Get out the microscope, because we’re going through this poem line-by-line.
Lines 2317-2332
I will not shut me from my kind,
And, lest I stiffen into stone,
I will not eat my heart alone,
Nor feed with sighs a passing wind:
What profit lies in barren faith,
And vacant yearning, tho' with might
To scale the heaven's highest height,
Or dive below the wells of Death?
What find I in the highest place,
But mine own phantom chanting hymns?
And on the depths of death there swims
The reflex of a human face.
I'll rather take what fruit may be
Of sorrow under human skies:
'Tis held that sorrow makes us wise,
Whatever wisdom sleep with thee.
- Well, now. It would seem that our Tenny is well on the road to recovery. He doesn't want to keep himself locked away from other people ("my kind")—he wants to be sociable.
- If he doesn't engage with his fellow man, he apparently runs the risk of "stiffen[ing] into stone."
- This makes sense. The more he separates himself from others, the more solitary and set in his ways he'll become—like the crotchety old man who yells at kids to get off his lawn.

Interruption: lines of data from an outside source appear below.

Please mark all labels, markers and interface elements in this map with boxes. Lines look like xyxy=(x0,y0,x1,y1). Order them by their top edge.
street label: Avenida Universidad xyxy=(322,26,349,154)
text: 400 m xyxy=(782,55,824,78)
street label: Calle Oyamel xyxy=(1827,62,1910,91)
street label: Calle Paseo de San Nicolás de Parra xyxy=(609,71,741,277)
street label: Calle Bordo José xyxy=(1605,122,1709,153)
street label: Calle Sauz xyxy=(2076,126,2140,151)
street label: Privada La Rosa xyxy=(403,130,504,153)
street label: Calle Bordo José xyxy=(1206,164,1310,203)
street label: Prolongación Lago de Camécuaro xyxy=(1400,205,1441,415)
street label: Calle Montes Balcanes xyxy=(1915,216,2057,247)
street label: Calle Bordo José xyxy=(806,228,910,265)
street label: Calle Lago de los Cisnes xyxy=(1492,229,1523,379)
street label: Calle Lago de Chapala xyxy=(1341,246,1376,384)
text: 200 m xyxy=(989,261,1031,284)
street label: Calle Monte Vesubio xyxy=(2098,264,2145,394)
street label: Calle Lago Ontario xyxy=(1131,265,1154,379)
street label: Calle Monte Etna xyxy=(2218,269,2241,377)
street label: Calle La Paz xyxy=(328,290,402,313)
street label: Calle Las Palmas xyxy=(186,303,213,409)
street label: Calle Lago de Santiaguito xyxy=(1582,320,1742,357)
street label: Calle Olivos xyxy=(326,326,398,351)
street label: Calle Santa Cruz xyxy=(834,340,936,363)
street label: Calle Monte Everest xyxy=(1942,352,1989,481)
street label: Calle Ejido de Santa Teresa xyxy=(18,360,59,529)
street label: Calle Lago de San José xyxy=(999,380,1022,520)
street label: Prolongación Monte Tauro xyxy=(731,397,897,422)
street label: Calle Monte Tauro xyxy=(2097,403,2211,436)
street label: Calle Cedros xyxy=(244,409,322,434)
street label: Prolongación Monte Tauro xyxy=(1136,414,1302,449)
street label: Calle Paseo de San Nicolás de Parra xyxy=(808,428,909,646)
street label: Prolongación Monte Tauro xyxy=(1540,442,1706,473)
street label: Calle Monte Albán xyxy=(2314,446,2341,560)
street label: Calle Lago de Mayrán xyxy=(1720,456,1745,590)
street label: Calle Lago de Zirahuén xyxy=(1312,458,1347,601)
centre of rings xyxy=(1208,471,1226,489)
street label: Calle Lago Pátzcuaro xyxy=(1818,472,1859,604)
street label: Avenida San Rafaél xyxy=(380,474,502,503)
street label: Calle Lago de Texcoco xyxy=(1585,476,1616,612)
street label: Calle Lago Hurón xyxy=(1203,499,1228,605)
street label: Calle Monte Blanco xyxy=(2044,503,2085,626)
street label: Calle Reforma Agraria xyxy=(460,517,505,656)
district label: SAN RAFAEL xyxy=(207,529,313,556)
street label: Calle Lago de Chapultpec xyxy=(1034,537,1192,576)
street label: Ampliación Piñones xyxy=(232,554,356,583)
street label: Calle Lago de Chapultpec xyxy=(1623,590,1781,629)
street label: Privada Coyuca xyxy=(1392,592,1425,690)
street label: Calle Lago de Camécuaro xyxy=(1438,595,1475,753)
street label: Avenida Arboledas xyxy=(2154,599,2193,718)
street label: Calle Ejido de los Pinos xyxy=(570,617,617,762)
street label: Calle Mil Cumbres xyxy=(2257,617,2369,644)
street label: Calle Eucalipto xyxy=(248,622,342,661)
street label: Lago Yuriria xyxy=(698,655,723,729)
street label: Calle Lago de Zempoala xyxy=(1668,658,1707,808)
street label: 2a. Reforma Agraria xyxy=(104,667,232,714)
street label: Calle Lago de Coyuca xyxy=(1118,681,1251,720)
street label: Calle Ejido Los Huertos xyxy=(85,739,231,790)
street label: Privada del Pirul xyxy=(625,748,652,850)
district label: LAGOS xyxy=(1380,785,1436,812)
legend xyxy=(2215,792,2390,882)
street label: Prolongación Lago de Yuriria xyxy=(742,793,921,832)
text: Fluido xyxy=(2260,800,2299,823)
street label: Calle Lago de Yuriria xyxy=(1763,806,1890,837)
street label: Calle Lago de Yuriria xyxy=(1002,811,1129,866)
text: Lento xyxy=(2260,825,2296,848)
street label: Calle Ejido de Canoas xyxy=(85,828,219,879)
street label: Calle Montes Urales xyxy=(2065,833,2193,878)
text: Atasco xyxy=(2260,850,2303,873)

- The image of the stone nicely creates this picture of what the speaker could turn into.
- Instead, he recognizes that there's nothing to be gained from "barren faith" and "vacant yearning." So, wallowing in his doubt and yearning for Arthur to be alive again won't do anybody one bit of good.
- "Barren" and "vacant" work with the previous imagery of the stone to emphasize that his life could permanently be empty if he continues to wallow in his grief and not let anyone in.
- In the end, sorrow leads to wisdom. It seems to be part of that "eternal process" Tennyson mentioned before. He's continuing to put things within a more optimistic perspective.